Daniele Di Proietto diproiettod at vmware.com
Tue Apr 19 22:31:25 UTC 2016



On 19/04/2016 02:48, "Ilya Maximets" <i.maximets at samsung.com> wrote:

>On 19.04.2016 10:18, Ilya Maximets wrote:
>> There was a reason for 2 calls for dp_netdev_pmd_reload_done() inside
>> pmd_thread_main(). The reason is that we must wait until PMD thread
>> completely done with reloading. This patch introduces race condition
>> for pmd->exit_latch. While removing last port on numa node
>> dp_netdev_reload_pmd__(pmd) will be called twice for each port.
>> First call to remove port and second to destroy PMD thread.
>> pmd->exit_latch setted between this two calls. This leads to probable
>> situation when PMD thread will exit while processing first reloading.
>> Main thread will wait forever on cond_wait in second reload in this
>> case.
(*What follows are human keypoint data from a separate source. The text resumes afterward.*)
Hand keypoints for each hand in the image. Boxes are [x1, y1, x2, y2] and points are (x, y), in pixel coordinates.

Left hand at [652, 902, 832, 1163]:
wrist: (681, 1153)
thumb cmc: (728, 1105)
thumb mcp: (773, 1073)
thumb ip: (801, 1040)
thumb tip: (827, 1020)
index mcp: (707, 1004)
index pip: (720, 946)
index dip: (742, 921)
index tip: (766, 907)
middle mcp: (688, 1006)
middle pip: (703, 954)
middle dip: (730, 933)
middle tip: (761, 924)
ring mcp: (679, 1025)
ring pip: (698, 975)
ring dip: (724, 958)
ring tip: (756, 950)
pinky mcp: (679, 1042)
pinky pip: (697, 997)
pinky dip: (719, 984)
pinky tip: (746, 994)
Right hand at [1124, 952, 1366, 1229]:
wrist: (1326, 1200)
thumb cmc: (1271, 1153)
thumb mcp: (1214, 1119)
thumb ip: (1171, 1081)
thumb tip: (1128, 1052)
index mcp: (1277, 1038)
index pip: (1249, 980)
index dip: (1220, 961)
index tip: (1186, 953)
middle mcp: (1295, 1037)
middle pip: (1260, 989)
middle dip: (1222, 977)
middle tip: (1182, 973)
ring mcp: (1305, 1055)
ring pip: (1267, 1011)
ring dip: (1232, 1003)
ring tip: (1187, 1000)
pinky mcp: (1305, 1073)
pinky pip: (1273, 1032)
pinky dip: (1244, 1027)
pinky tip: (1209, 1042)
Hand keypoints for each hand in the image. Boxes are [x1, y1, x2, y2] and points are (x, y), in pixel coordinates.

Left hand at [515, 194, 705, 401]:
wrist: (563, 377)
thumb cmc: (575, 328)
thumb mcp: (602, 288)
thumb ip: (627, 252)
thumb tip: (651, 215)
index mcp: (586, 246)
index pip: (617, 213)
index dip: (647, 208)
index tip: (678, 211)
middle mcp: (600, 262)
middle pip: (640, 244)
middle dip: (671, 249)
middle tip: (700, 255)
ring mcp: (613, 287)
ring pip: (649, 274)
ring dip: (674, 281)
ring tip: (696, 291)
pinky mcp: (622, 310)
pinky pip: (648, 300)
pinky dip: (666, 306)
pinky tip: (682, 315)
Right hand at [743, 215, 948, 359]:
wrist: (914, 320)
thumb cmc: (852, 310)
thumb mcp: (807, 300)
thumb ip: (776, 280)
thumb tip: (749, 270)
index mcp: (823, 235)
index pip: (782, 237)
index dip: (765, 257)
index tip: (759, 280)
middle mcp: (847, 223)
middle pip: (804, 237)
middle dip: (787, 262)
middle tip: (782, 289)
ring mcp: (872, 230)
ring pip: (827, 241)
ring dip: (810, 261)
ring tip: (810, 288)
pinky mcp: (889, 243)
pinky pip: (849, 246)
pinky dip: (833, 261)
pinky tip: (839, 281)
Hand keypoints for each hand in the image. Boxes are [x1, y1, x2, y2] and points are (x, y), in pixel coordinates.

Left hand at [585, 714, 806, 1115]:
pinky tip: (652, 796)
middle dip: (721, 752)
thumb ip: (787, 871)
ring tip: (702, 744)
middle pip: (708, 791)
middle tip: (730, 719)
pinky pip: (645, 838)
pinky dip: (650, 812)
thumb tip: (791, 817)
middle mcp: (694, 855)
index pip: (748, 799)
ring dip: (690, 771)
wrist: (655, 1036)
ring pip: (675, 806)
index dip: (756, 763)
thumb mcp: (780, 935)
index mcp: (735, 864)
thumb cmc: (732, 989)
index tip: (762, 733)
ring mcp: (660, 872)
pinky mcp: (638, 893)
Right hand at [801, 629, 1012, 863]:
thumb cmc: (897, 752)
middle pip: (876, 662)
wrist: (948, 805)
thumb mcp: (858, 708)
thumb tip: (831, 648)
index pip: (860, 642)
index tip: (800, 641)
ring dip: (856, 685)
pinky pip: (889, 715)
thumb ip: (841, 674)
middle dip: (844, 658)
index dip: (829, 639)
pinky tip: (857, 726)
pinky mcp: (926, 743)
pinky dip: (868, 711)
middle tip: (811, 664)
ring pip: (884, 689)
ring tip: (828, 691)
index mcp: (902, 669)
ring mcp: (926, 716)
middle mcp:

Situation is easily reproducible by addition/deletion of last
>> port (may be after few iterations in a cycle).
>> 
>> Best regards, Ilya Maximets.
>
>This incremental should help:
>------------------------------------------------------
>diff --git a/lib/dpif-netdev.c b/lib/dpif-netdev.c
>index 588d56f..2235297 100644
>--- a/lib/dpif-netdev.c
>+++ b/lib/dpif-netdev.c
>@@ -2785,6 +2785,7 @@ pmd_thread_main(void *f_)
>     unsigned int port_seq = PMD_INITIAL_SEQ;
>     int poll_cnt;
>     int i;
>+    bool exiting;
> 
>     poll_cnt = 0;
>     poll_list = NULL;
>@@ -2825,14 +2826,15 @@ reload:
>         }
>     }
> 
>+    emc_cache_uninit(&pmd->flow_cache);
>+
>     poll_cnt = pmd_load_queues_and_ports(pmd, &poll_list);
>+    exiting = latch_is_set(&pmd->exit_latch);
>     /* Signal here to make sure the pmd finishes
>      * reloading the updated configuration. */
>     dp_netdev_pmd_reload_done(pmd);
> 
>-    emc_cache_uninit(&pmd->flow_cache);
>-
>-    if (!latch_is_set(&pmd->exit_latch)){
>+    if (!exiting) {
>         goto reload;
>     }
> 
>------------------------------------------------------

You're right, thanks for the detailed analysis and the suggested fix.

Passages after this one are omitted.